It’s Sneh’s conclusion, however, that goes off the rails:

In Israel, there cannot be such an agreement without a political crisis. In the Knesset, 42 of the 68 members of Mr. Netanyahu’s coalition are beholden to the settlers who fiercely oppose any agreement with the Palestinians. Mr. Netanyahu therefore will be compelled to change his coalition partners, make way for another prime minister or call elections so that a government that is not dependent on settlers’ support can take power. But a transient political crisis is better for Israel than the horrible repercussions of a failure of Mr. Kerry’s efforts.

Netanyahu presides over this governing coalition because the Israeli voters chose these parties to represent them in the government. Why should Netanyahu be compelled to call elections? The last elections were only a year ago, and this is the government the people chose. What kind of banana republic would call elections repeatedly and unceasingly until the people capitulated to the American secretary of state?

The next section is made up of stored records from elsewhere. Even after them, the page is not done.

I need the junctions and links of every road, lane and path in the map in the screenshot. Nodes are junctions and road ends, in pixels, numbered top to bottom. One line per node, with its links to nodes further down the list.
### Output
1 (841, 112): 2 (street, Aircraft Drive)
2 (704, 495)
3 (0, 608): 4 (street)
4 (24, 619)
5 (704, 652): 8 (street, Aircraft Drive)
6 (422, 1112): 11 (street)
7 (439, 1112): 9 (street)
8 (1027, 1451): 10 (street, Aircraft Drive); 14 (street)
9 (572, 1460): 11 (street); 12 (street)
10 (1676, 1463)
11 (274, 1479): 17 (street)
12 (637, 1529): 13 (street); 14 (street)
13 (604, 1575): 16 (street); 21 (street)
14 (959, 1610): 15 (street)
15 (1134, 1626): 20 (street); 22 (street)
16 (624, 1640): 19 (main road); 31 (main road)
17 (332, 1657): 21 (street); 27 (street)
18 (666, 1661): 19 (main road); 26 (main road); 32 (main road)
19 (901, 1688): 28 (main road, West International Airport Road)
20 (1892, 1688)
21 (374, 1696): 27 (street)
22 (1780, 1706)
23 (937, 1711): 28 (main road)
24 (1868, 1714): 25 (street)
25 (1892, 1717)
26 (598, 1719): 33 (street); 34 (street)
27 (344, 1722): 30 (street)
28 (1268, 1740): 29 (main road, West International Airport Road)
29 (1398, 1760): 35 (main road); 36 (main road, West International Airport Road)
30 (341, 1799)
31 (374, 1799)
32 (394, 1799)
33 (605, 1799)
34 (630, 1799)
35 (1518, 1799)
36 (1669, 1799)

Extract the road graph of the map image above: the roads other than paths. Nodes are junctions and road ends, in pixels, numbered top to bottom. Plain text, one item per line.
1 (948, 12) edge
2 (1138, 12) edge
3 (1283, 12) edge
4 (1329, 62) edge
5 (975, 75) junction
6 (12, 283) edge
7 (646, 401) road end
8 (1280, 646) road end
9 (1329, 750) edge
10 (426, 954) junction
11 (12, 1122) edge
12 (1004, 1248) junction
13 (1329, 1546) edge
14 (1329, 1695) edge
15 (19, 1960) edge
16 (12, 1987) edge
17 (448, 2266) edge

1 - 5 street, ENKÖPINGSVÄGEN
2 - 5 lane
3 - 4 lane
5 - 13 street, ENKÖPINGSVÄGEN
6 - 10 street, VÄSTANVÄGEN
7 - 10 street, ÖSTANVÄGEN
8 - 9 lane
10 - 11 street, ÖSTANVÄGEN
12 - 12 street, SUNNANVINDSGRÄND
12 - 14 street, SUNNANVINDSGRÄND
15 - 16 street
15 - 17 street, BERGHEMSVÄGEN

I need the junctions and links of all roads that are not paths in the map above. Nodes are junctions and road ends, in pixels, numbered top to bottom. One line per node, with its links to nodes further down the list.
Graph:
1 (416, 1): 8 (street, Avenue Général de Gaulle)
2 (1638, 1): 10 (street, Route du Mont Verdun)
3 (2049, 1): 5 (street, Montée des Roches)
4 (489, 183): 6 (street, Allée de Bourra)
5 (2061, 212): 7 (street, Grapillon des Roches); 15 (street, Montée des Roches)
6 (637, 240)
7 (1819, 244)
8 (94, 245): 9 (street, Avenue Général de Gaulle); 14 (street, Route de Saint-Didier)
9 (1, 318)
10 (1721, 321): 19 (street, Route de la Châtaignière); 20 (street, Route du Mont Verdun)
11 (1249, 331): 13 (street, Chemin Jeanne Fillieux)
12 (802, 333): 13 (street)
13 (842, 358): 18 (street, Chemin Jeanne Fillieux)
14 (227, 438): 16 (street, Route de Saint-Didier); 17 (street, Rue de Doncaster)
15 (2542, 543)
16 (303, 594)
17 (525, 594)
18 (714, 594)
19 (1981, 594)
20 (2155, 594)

And what in modern Israeli history suggests this is the road to success anyway? Sneh isn’t unaware that left-leaning Israeli leaders already tried, more than once, to strike such an agreement. Labor took two bites at that apple, Kadima one. This is precisely the pattern of failure Israelis are trying not to replicate. Sneh’s frustration is understandable and widely shared, and his column is an expression of an admirable Israeli desire for peace. But it’s also quite wide of the mark.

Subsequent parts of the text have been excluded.